New Guinea Online Trail

Follow the footsteps of those who broke the chains of enslavement in New Guinea, but found expression of their newfound freedom elsewhere.

[You may scroll through from beginning to end, or jump to either of the two main sections with the tabs above].

This trail allows you to walk in the steps (virtually or literally) of two to three generations of persons of color who, in the words of Dr. A. J. Williams-Meyers "... were steadfast in weakening the molding of a materially dispossessed and dependent African by nurturing a materially affluent African."* Williams-Meyers was referring to any number of such free Black, mixed-race communities that sprang up and down the Hudson Valley prior to the Civil War, but then quickly receded.

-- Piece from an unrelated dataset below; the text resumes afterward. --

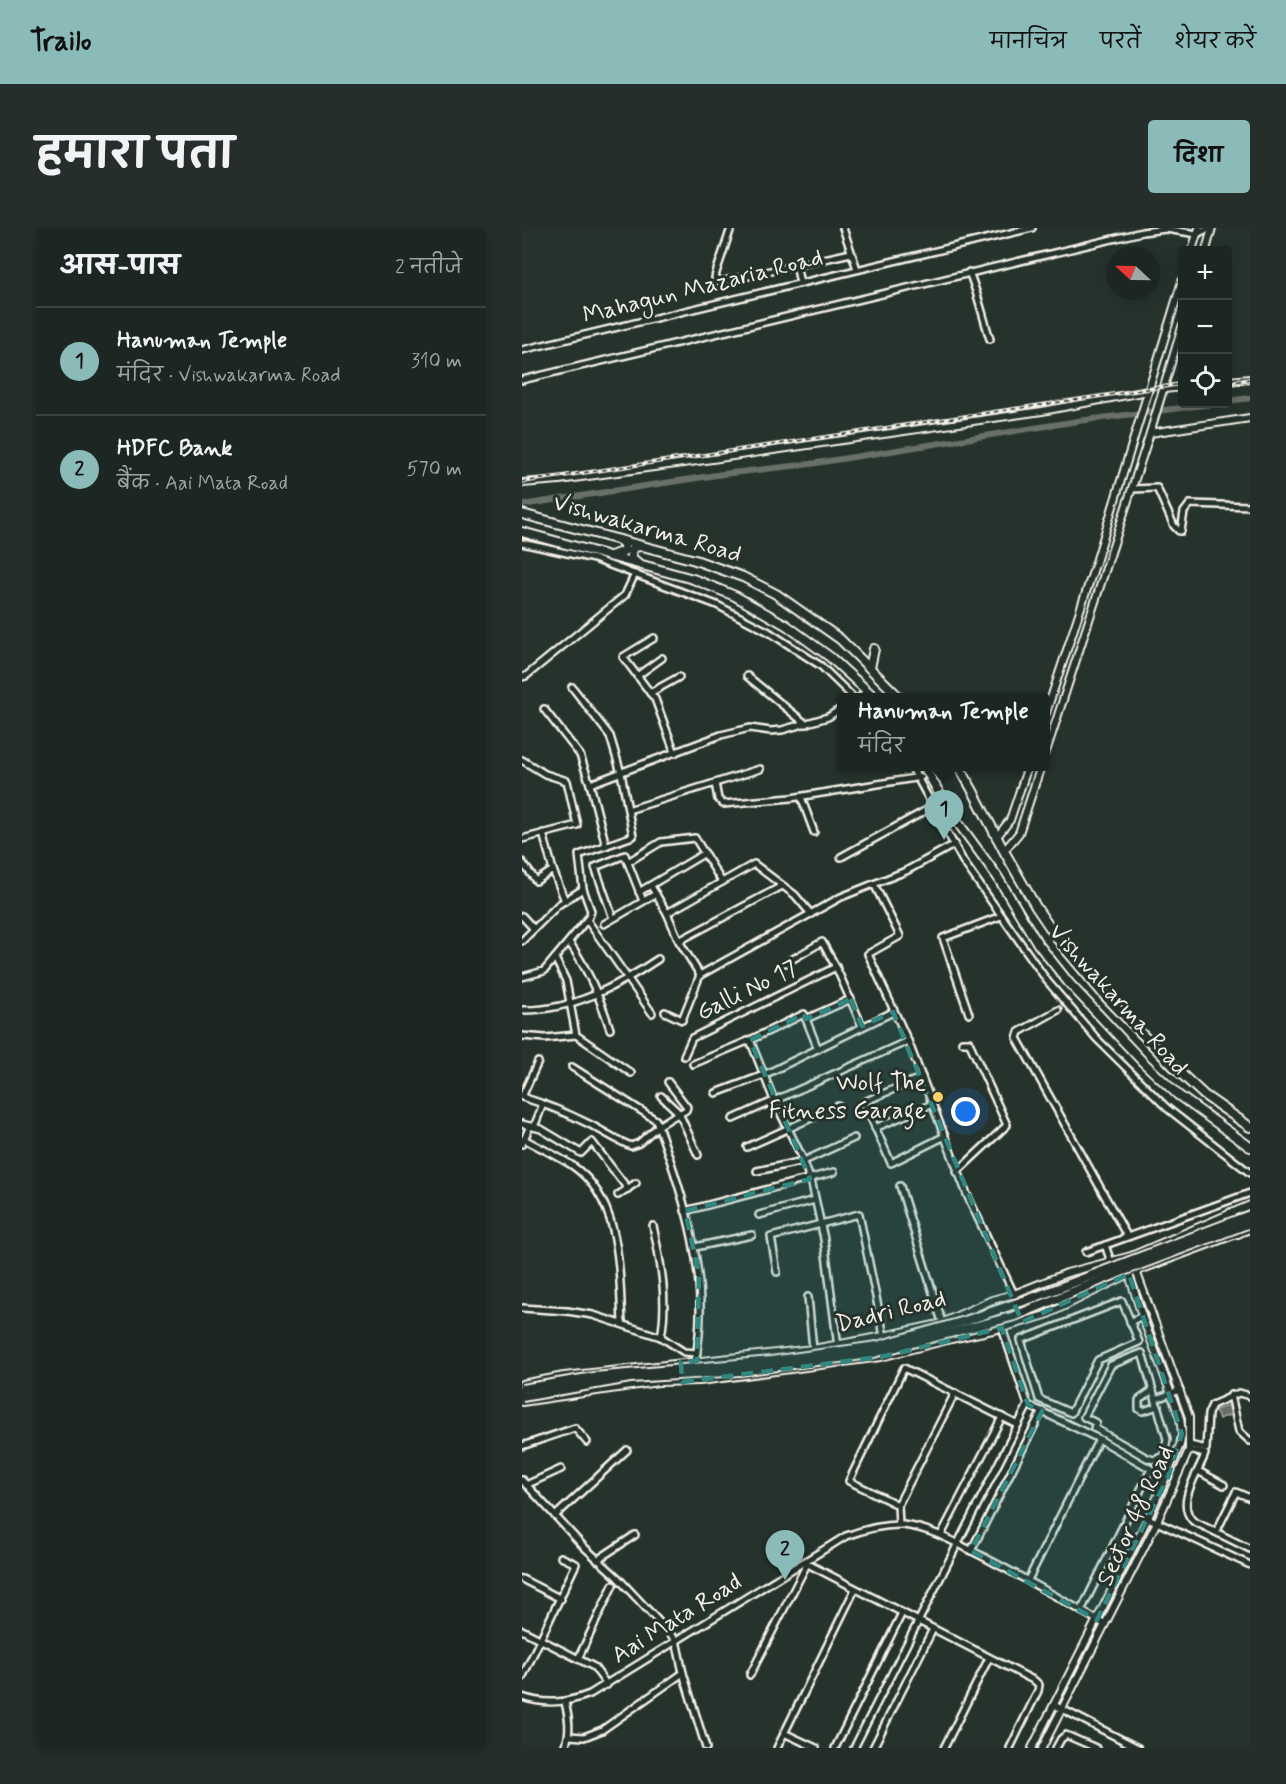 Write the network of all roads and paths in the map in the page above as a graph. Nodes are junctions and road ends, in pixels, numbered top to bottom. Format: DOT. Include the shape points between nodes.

These men, women, and children navigated a dangerous and uncertain path on the brink of the deadly Civil War in a community known as New Guinea, in the Town of Hyde Park, Dutchess County, New York. The name of the West African country was used in a broad and general way to refer to all persons of color. The community receded after the Civil War, but the name remained, at least in part. References to Guinea Bridge are found in newspapers into the 1960s.

Hyde Park was home to the nation's elite, slave owning families, and some of the most aggressive, pro-slavery arguments in the nation. The Crum Elbow Creek was an important tributary of the Hudson River that brought wealth to great estate owners who built and operated mills along its path.

By contrast, Hyde Park was also home to the Crum Elbow Meeting House, part of Dutchess County's large Quaker community (the largest such community outside of Philadelphia). Quakers at the Oblong Meeting House in the Town of Pawling, also in Dutchess County, were the first in the nation to call for a national ban on slave ownership by Quakers in 1767.

A Bright Spark Emerges

The New Guinea community emerged literally in the middle of the debate over slavery. To the west, great estate owners owned slaves, and James K. Paulding in particular was an outspoken national voice in favor of perpetuating the institution. By contrast, to the east, Quakers like the DeGarmo family assembled (and some are buried in the cemetery there) who were outspoken national voices calling for the abolition of slavery.

The rise and disappearance of the community is directly affected by conditions of freedom. The gathering of the community, it can be argued, was a result of the power that came from their collective engagement. It dispersal, certainly in large part, was due to the wish of newly empowered free persons to pursue a range of personal and family ambitions that could be better expressed and realized elsewhere. The second section of the trail, Where They Went Next, illuminates the variety of paths that rural Dutchess County persons of color took, including persons just outside of New Guinea.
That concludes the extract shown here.